Chip industry encounters widespread slowdown
Good news for consumers, less for manufacturers. Dell and HP, among the largest PC manufacturers, are increasing promotions and delivery times are being reduced significantly. This is a direct consequence of the fall in sales of computers, which remain on the arms of the two companies. The smartphone sector is undergoing the same situation.
The frenzy of buying electronics at the height of the Covid-19 pandemic, during the confinements, has subsided. Now it’s the turn of rising interest rates, inflation, fear of recession taking hold.
This is spilling over to the chip industry, where inventory is also piling up. Nvidia, for example, explained that it wanted to empty what it had on its shelves before restocking. Qualcomm also expects, since July, to see its inventories accumulate with the declines in sales of Samsung and Apple.
In October, the Semiconductor Industry Association revealed that, for the first time since 2020, semiconductor sales were down. the the wall street journal reports that Advanced Micro Devices (AMD) director Lisa Su said, ” I think the market will continue to be volatile “. During the fall, the company announced, alongside Samsung, revenue drops in the chip sector. AMD’s main competitor, Intel, is going through difficult quarters and is trying to reduce its payroll.
This is also the decision taken by the American memory chip manufacturer Micron, which recently anticipated a 10% drop in its number of employees in 2023. The company explains that it expects a glut crisis until September of this year. Its South Korean rival SK Hynix had also admitted a 60% drop in revenue from the third quarter. Only TSMC seems relatively spared, thanks to orders for its highly advanced products from Apple. UBS analysis finds chip stocks are already at a 10-year high.

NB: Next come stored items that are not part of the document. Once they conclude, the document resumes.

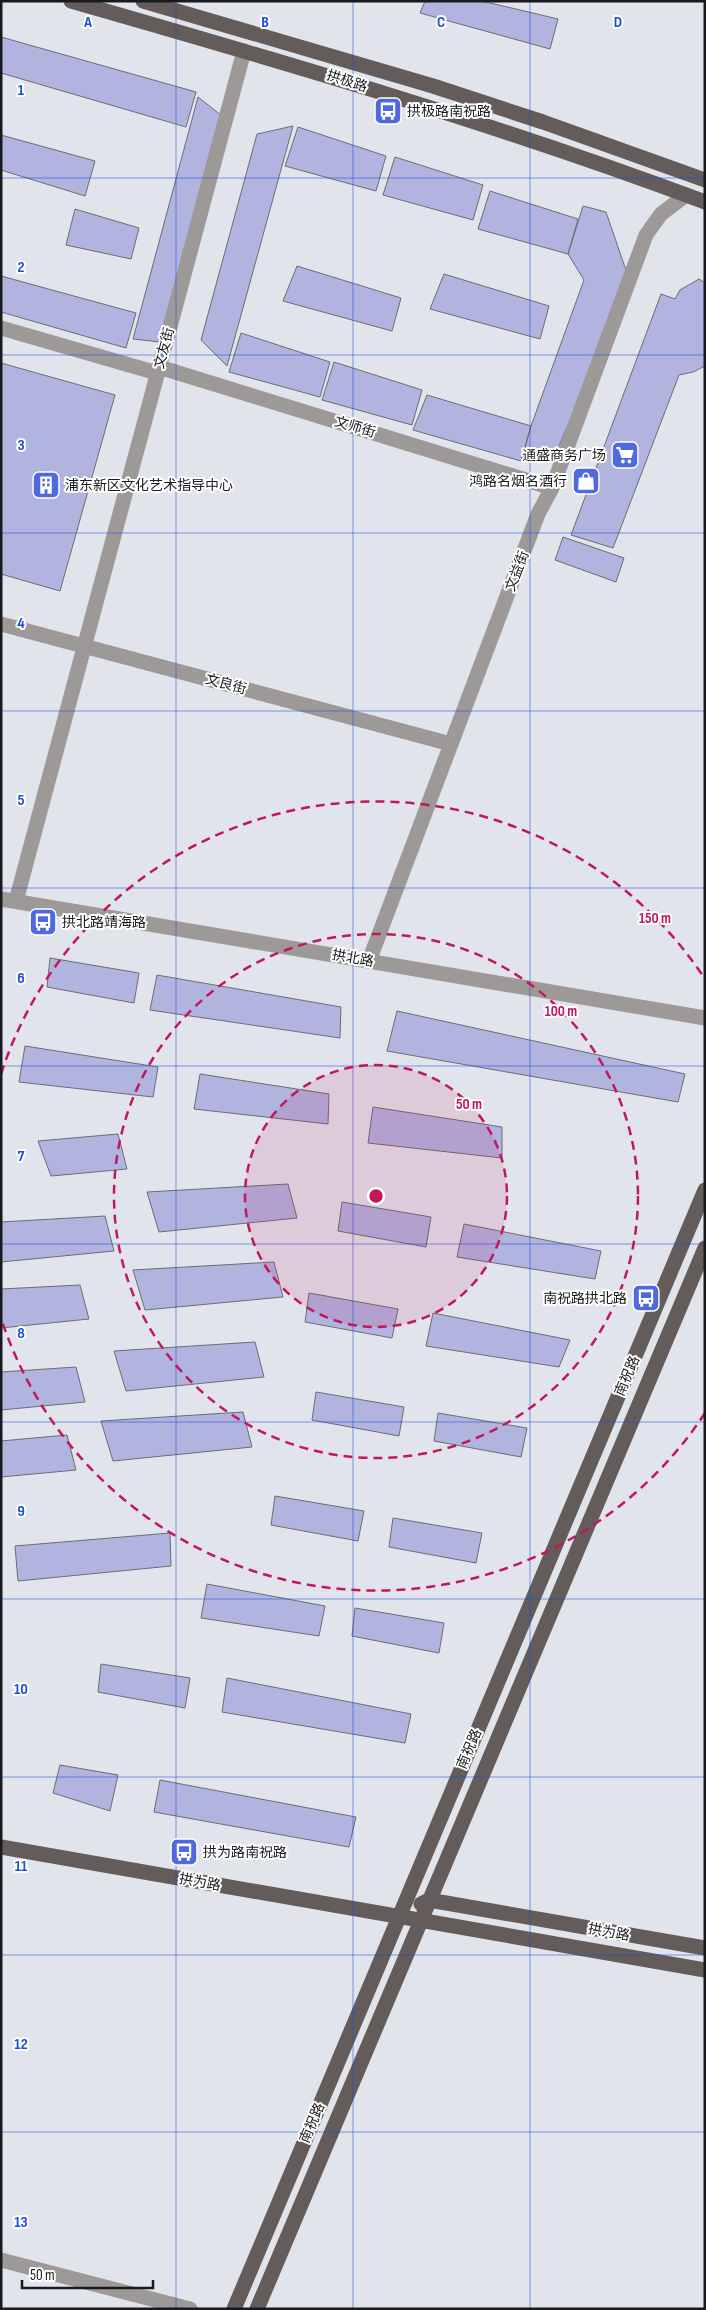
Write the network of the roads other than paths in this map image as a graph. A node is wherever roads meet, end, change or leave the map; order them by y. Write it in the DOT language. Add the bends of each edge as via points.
graph roads {
  1 [pos="71,1"];
  2 [pos="143,1"];
  3 [pos="244,51"];
  4 [pos="705,180"];
  5 [pos="686,195"];
  6 [pos="705,202"];
  7 [pos="1,328"];
  8 [pos="158,370"];
  9 [pos="552,488"];
  10 [pos="1,624"];
  11 [pos="84,646"];
  12 [pos="451,744"];
  13 [pos="8,900"];
  14 [pos="369,961"];
  15 [pos="705,1018"];
  16 [pos="705,1190"];
  17 [pos="705,1248"];
  18 [pos="1,1847"];
  19 [pos="429,1900"];
  20 [pos="399,1916"];
  21 [pos="420,1920"];
  22 [pos="705,1948"];
  23 [pos="705,1970"];
  24 [pos="1,2260"];
  25 [pos="190,2309"];
  26 [pos="234,2309"];
  27 [pos="257,2309"];
  1 -- 3 [label="main road, 拱极路"];
  2 -- 4 [label="main road, 拱极路" via="433,86"];
  3 -- 5 [label="main road, 拱极路" via="536,141"];
  3 -- 8 [label="street, 文友街"];
  5 -- 6 [label="main road, 拱极路"];
  5 -- 9 [label="street, 文益街" via="661,214 646,236"];
  7 -- 8 [label="street, 文师街"];
  8 -- 9 [label="street, 文师街"];
  8 -- 11 [label="street, 文友街"];
  9 -- 12 [label="street, 文益街" via="538,514"];
  10 -- 11 [label="street, 文良街"];
  11 -- 12 [label="street, 文良街"];
  11 -- 13 [label="street, 文友街"];
  12 -- 14 [label="street, 文益街"];
  13 -- 14 [label="street, 拱北路"];
  14 -- 15 [label="street, 拱北路"];
  16 -- 20 [label="main road, 南祝路"];
  17 -- 19 [label="main road, 南祝路"];
  18 -- 20 [label="main road, 拱为路"];
  19 -- 20 [label="main road"];
  19 -- 21 [label="main road, 南祝路"];
  19 -- 22 [label="main road, 拱为路"];
  20 -- 21 [label="main road, 拱为路"];
  20 -- 26 [label="main road, 南祝路"];
  21 -- 23 [label="main road, 拱为路"];
  21 -- 27 [label="main road, 南祝路"];
  24 -- 25 [label="street"];
}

Investments are maintained overall
Despite this situation, which may seem alarmist, most companies, Intel, Samsung, Micron… have confirmed or simply postponed the huge investments promised during the shortage, to build new semiconductor factories.
This is not only due to the subsidy programs adopted around the world. The current gloomy outlook does not fundamentally change predictions about the expansion of the chip market. Sales should still reach 1000 billion dollars by 2030. The industry has been accustomed, since the 80s, to the phenomenon of a cycle where a glut suddenly follows a situation of shortage.
However, the situation has some unique characteristics. The automotive industry still suffers from shortages of certain types of chips. This should last until the end of 2023, with the boom in electric cars, loaded with electronics. During the summer, Dan Hutcheson, managing director of the specialist firm VLSI Research, admitted his dismay in the pages of the FinancialTimes” I have never seen a time when we had excess inventory and shortages “.